— PROBLEM DESCRIPTION —
Search the material for the string "nodes", then show every line where it turns up.

— EXERCISE DATA —
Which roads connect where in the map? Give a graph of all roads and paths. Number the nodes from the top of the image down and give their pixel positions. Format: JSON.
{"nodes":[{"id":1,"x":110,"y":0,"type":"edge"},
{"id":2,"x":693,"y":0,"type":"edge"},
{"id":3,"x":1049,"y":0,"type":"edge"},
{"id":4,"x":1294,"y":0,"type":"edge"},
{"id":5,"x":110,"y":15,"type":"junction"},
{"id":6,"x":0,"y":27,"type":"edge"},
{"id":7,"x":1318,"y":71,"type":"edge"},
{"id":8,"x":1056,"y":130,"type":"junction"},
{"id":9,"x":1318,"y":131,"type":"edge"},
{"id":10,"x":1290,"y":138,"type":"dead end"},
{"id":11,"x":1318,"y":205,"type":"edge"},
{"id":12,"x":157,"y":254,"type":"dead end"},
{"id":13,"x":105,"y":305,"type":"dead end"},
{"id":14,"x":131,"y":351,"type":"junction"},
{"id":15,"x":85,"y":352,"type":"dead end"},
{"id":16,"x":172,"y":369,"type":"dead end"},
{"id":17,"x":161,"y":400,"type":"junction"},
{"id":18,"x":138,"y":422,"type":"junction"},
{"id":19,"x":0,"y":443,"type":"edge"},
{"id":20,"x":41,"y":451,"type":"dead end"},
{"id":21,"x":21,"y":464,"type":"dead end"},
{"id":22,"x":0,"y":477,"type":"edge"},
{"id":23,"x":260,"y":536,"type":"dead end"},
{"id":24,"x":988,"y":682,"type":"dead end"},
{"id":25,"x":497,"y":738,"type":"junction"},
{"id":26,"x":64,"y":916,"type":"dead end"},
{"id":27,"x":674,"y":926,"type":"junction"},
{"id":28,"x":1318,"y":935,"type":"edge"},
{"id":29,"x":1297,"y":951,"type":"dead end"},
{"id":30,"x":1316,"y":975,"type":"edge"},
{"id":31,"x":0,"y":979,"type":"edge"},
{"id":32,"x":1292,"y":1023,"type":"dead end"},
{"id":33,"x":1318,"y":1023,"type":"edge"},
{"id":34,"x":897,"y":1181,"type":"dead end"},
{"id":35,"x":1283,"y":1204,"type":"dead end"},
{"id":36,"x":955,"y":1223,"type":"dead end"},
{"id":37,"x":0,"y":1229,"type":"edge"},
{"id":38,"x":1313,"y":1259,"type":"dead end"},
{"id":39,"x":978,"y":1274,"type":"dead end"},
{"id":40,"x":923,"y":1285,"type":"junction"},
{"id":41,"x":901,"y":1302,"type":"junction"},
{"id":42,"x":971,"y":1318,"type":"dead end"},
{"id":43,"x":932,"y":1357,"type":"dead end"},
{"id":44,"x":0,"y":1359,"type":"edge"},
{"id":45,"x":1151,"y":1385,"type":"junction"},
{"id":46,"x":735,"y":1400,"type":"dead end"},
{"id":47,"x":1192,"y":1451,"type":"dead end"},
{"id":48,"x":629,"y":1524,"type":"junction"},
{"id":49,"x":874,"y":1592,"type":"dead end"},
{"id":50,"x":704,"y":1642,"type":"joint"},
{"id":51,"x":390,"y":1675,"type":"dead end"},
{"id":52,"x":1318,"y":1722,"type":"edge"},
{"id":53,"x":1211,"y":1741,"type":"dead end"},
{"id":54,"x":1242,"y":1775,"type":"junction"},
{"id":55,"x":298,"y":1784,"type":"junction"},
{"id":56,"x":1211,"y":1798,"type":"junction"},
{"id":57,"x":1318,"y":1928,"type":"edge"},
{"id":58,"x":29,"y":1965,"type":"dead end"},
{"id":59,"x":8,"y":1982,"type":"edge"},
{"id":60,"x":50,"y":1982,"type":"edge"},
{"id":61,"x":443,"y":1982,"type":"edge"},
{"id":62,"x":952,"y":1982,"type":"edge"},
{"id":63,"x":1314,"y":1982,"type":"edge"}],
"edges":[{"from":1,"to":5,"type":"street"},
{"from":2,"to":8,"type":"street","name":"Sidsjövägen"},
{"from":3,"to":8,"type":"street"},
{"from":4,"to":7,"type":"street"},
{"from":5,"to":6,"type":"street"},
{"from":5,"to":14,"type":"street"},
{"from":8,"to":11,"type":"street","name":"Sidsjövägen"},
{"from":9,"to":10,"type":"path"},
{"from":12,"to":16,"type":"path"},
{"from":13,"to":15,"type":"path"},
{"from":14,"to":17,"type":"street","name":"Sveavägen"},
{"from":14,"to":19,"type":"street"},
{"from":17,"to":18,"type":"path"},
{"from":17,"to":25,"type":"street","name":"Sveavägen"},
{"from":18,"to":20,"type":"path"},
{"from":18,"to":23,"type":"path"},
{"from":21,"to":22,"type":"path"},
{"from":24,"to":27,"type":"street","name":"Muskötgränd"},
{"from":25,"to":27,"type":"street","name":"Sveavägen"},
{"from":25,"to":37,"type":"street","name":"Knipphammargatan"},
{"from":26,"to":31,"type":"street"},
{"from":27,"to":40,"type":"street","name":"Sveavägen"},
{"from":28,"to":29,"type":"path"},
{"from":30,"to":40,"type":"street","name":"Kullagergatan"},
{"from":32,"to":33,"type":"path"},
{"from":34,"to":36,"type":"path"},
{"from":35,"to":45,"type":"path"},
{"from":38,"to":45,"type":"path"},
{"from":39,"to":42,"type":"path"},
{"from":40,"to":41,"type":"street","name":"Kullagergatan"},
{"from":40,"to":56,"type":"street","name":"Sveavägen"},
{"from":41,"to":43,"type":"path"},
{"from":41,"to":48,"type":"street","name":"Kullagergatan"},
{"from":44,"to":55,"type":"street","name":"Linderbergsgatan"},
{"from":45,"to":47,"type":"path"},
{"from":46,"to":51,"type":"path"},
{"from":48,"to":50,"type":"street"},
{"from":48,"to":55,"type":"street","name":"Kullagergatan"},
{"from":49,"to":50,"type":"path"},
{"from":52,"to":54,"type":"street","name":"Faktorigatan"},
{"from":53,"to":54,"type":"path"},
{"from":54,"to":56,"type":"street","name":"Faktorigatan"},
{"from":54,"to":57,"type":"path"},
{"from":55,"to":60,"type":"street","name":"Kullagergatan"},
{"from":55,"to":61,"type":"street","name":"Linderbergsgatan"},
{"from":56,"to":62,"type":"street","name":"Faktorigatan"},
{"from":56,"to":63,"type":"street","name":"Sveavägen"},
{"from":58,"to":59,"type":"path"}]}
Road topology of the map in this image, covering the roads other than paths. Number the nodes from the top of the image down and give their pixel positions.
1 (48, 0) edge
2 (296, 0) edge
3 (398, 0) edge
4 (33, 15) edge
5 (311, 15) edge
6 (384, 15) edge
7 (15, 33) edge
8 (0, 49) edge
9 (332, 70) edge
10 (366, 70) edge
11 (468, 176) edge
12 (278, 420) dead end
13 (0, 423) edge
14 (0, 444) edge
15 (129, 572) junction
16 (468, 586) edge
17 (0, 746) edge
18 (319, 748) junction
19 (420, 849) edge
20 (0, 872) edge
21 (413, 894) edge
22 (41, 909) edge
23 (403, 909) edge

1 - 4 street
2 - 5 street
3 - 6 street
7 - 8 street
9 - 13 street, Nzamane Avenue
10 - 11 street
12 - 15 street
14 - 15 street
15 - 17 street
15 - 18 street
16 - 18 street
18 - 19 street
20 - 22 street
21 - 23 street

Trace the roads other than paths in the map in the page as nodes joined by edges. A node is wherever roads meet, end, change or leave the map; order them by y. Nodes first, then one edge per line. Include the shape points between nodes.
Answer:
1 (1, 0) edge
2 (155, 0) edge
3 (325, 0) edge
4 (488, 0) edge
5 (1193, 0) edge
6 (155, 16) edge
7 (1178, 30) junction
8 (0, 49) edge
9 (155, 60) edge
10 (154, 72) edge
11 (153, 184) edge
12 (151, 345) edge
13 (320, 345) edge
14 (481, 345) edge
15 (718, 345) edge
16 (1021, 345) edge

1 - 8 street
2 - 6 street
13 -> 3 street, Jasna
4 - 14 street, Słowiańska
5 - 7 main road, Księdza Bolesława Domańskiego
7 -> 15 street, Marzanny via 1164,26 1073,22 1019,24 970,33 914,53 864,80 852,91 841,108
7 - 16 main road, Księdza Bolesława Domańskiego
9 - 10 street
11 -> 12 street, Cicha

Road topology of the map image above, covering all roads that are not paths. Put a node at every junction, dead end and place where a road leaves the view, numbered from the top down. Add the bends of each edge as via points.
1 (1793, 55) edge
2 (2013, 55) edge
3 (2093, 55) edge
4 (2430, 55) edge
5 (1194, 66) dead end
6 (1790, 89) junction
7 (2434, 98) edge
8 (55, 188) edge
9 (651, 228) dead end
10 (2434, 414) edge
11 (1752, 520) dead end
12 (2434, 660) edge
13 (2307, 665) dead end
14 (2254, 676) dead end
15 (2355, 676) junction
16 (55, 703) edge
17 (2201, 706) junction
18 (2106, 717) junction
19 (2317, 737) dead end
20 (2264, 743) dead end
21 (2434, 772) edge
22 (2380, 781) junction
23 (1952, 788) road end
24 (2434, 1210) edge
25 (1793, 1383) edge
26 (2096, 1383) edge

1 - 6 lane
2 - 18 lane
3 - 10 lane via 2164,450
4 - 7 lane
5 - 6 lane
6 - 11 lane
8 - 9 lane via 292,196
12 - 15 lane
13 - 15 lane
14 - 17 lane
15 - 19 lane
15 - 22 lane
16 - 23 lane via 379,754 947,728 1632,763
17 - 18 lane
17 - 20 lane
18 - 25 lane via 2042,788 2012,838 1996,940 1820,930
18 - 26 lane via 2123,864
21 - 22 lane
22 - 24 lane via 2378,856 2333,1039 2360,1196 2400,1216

— YOUR RESPONSE —
Which roads connect where in the map? Give a graph of all roads and paths. Number the nodes from the top of the image down and give their pixel positions. Format: JSON.
{"nodes":[{"id":1,"x":110,"y":0,"type":"edge"},
Road topology of the map in this image, covering the roads other than paths. Number the nodes from the top of the image down and give their pixel positions.
Trace the roads other than paths in the map in the page as nodes joined by edges. A node is wherever roads meet, end, change or leave the map; order them by y. Nodes first, then one edge per line. Include the shape points between nodes.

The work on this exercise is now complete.